So I was playing football with some friends, and the … oh, wait. Sorry, I wasn’t supposed to repeat that. Um, I have a basic Sony home theater receiver that won’t power up. It was working fine one day, then just wouldn’t turn on the next. Nothing out of the ordinary happened that we know of—it sits in a well-ventilated but enclosed rack, so it wasn’t moved or kicked, no electrical storm (it’s also plugged into a surge protector), no pop when it turned on then stopped working, nothing… it just won’t turn on.
I’ve checked the plug (tight in the wall, firmly attached to the unit) and the outlet (other things work fine in the same receptacle) and that’s about all I can think of. I don’t see a fuse anywhere (so far), so that’s not an option yet.
It’s not under warranty, and probably not worth more than a couple hundred bucks, so taking it somewhere to have it looked at is probably not cost effective. Therefore, I figure it can’t hurt to crack open the case and see what I can see. Or can it?
Don’t receivers have capacitors and magic smoke-generating doodads that should be avoided? If it doesn’t turn on, and the aforementioned power connections are as visibly intact as I make them out to be, is there any hope of a layperson having a shot at fixing it? The only two things I can think of are finding a burnt-out fuse or a loose connection to be re-soldered. Is there anything else I should look at that a quick trip to Radio Shack would help with?
Some recievers have a reset that involves something like holding down the power button while plugging the device in or holding down the power button on the remote until it resets. There should be something in the manual to tell you which to try, probably in the troubleshooting section. Sony is pretty good about putting their manuals online if you can’t find your hardcopy.

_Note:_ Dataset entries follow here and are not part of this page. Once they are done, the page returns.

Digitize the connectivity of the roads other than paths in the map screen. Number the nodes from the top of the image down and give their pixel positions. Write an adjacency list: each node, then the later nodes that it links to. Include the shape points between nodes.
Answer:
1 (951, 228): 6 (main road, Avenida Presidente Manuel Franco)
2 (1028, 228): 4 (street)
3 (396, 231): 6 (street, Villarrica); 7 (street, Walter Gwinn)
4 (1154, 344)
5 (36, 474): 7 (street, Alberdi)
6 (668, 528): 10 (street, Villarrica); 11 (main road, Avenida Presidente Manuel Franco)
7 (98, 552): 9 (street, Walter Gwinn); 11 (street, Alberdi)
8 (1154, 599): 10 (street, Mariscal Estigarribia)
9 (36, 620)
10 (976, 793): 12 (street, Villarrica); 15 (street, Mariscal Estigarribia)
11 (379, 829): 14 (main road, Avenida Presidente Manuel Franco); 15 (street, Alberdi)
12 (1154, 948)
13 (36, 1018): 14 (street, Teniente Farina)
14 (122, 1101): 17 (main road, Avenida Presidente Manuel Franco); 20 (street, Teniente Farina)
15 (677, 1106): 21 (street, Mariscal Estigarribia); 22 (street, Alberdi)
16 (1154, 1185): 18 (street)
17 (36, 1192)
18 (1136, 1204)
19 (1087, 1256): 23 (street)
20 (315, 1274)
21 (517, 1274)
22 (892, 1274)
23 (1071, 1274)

I’d dug out the manual to see what the troubleshooting section had to say. Unfortunately, it was completely silent on the no power situation. It did have directions for resetting, which I’ll give a whirl.
Egad! That’s exactly why I thought to post – I knew that televisions were NOT to be opened by the uninitiated. Do the same hazards exist inside a stereo receiver?
ETA: this post was written when mks57’s post still referred to ‘televisions’ instead of ‘such devices’ – thanks for clearing that up!
I have seen a few recievers that had a simple fuse inside the case. Usually one of the inline kind that are a little white unscrewable case over the glass tube fuses.
Solder eating weevils aside, what would make a connection suddenly become “loose”? Modern electronics doesn’t always fail with the glory of a smoke plume and hail of sparks, as if conceived by Irwin Allen, himself.
There is a possibility of a board mounted fuse going bad, but if you have no experience with this sort of thing, the electronic trolls aren’t happy when disturbed, and will bite. Most shops will charge a reasonable fee to diagnose the problem, and assuming a high cost proprietary IC isn’t fried, you’ll get your unit back for under a C note.
This is the kind of thing I’d take a look at for free, if a friend asked.
Unfortunately, most of today’s electronics have an embedded microprocessor somewhere in between the power switch and actually turning the thing on - especially anything with a remote control.
It’s not hard to take a meter and trace along from the power cord to the fuse and into the power supply circuits, but the reality is that if the fuse is good and the unit appears to be stone dead, it’s probably not economically repairable as all fingers will soon be pointing at that microprocessor.